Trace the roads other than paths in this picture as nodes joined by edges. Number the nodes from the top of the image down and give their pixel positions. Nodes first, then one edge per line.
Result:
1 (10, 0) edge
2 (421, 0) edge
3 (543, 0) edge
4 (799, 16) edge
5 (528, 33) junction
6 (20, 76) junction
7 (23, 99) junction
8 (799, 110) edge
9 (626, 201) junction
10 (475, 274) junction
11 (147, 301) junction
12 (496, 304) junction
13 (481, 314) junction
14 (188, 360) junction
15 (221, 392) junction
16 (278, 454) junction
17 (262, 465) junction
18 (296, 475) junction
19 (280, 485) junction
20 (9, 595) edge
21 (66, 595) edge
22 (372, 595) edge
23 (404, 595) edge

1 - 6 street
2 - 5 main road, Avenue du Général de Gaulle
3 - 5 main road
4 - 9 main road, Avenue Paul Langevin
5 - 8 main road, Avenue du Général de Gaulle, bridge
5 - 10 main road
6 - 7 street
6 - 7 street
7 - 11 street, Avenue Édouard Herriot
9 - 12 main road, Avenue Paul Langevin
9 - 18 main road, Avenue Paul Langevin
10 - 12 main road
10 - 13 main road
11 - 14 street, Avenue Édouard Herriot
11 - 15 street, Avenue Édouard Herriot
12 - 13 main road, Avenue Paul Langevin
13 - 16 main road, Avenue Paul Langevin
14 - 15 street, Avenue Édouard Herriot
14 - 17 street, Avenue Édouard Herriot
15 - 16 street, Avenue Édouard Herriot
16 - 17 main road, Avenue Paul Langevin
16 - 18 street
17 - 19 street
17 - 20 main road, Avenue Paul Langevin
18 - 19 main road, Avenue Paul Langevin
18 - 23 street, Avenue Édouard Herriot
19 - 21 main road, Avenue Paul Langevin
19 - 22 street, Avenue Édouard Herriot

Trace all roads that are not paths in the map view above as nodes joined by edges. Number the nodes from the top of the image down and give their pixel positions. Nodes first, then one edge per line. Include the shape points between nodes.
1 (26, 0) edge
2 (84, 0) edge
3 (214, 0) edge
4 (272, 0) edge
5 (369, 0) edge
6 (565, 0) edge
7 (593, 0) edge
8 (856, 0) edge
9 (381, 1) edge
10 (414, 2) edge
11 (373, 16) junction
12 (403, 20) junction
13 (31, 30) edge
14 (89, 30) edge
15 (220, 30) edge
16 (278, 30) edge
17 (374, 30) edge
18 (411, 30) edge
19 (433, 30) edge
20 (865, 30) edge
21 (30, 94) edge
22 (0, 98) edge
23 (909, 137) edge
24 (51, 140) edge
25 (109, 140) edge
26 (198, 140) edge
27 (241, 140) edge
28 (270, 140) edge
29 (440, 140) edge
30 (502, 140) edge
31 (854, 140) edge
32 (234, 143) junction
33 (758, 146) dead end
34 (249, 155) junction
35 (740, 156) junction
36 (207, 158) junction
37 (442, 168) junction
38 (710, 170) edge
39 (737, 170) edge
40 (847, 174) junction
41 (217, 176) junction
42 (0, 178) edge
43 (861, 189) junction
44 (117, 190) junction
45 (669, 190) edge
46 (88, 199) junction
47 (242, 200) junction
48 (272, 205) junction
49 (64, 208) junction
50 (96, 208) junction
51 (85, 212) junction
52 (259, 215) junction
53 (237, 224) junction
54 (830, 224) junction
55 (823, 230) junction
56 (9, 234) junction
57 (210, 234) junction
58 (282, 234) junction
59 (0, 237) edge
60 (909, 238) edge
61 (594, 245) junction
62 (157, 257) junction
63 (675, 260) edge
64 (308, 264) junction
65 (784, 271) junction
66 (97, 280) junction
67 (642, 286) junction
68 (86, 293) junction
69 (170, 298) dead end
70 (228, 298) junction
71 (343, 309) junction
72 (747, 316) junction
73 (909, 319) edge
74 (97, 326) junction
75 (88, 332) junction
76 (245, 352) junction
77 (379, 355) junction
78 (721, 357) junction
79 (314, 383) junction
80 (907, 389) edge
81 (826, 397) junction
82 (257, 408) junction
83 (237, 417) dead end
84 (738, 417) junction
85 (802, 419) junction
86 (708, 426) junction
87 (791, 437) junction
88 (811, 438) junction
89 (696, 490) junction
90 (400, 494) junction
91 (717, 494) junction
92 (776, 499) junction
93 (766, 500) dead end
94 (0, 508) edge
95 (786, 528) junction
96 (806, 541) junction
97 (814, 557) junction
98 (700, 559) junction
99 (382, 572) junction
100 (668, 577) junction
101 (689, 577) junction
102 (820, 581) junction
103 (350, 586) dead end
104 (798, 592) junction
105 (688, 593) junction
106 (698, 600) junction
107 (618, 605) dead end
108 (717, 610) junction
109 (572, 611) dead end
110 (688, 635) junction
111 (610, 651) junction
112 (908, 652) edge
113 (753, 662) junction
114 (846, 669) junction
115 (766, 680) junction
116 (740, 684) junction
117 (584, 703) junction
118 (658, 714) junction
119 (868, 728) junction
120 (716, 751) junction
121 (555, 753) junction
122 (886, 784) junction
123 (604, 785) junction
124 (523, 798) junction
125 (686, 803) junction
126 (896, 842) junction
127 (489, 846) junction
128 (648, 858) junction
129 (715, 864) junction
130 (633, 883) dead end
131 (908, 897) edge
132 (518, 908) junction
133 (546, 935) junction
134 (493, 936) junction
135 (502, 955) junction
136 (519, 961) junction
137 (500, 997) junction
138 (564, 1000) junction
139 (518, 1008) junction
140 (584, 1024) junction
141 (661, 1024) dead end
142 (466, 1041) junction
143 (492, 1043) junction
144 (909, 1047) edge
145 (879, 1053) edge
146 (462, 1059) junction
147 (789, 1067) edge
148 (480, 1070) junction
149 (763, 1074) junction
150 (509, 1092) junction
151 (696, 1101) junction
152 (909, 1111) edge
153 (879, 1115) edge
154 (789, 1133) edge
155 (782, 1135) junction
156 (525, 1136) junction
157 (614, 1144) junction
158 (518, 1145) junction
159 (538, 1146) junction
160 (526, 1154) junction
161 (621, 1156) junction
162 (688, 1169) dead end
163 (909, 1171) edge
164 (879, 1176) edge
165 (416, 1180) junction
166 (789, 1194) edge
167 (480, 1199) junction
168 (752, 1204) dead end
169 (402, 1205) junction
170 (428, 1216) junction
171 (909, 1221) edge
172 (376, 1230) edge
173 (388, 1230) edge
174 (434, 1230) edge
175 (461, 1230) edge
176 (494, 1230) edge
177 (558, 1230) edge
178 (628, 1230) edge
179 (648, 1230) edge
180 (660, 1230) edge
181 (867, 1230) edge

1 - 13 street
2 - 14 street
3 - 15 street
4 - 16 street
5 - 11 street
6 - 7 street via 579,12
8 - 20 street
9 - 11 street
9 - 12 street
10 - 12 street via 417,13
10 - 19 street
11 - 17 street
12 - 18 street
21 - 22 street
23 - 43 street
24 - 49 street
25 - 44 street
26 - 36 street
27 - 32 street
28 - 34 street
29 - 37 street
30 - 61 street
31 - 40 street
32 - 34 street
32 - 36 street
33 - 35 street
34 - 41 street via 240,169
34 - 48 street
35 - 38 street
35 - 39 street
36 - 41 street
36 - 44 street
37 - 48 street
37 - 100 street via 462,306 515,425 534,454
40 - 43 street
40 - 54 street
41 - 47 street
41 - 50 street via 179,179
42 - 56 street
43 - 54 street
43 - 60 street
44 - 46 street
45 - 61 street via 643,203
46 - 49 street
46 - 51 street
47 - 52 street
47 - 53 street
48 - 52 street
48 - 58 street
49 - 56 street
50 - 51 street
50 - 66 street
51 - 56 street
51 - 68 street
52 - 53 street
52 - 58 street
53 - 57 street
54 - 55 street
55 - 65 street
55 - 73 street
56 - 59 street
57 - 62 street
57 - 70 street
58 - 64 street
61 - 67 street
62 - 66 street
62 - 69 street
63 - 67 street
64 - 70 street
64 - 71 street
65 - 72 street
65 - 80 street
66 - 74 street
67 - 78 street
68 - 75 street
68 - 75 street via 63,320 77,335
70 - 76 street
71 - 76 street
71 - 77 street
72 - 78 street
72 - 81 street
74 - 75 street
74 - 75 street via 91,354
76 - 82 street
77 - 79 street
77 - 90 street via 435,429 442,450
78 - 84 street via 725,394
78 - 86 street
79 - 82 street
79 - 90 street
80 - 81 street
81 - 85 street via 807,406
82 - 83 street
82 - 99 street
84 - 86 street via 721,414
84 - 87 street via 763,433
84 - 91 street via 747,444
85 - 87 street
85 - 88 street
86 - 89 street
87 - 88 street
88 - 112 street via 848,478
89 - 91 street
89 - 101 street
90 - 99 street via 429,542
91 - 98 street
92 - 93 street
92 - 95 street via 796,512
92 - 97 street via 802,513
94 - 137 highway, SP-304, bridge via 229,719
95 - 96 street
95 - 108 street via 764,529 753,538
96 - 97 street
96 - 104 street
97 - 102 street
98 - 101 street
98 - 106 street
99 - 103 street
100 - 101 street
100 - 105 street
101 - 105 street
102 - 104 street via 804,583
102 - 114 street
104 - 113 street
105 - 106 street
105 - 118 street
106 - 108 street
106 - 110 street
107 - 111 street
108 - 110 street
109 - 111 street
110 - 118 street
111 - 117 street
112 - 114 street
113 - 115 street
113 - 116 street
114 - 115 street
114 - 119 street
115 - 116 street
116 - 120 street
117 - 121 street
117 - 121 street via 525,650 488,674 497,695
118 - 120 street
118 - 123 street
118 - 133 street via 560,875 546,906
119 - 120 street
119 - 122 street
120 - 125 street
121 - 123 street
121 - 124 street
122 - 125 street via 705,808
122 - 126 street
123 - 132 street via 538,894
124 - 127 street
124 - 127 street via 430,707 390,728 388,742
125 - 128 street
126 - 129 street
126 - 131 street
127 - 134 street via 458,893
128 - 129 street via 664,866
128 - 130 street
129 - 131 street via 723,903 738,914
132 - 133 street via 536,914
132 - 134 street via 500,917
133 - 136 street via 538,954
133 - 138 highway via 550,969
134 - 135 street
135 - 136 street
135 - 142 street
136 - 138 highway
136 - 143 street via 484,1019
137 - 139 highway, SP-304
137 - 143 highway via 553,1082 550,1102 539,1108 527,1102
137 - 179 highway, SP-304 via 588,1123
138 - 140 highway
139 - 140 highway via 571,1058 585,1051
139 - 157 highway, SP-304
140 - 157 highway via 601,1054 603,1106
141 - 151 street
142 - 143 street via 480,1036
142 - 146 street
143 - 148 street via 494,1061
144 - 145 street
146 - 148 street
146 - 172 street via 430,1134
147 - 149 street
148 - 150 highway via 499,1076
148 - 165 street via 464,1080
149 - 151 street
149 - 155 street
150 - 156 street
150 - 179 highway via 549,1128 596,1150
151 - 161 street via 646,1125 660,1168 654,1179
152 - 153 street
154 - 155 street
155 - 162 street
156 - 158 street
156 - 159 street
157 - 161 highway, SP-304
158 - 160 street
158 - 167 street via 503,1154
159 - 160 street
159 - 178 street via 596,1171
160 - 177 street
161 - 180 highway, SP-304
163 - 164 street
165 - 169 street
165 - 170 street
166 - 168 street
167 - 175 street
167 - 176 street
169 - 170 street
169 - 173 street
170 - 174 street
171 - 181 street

#### [WORK TO COMPLETE]
If a line in the records contains the string "bridge", copy it out.

#### [OUTPUT BELOW]
5 - 8 main road, Avenue du Général de Gaulle, bridge
94 - 137 highway, SP-304, bridge via 229,719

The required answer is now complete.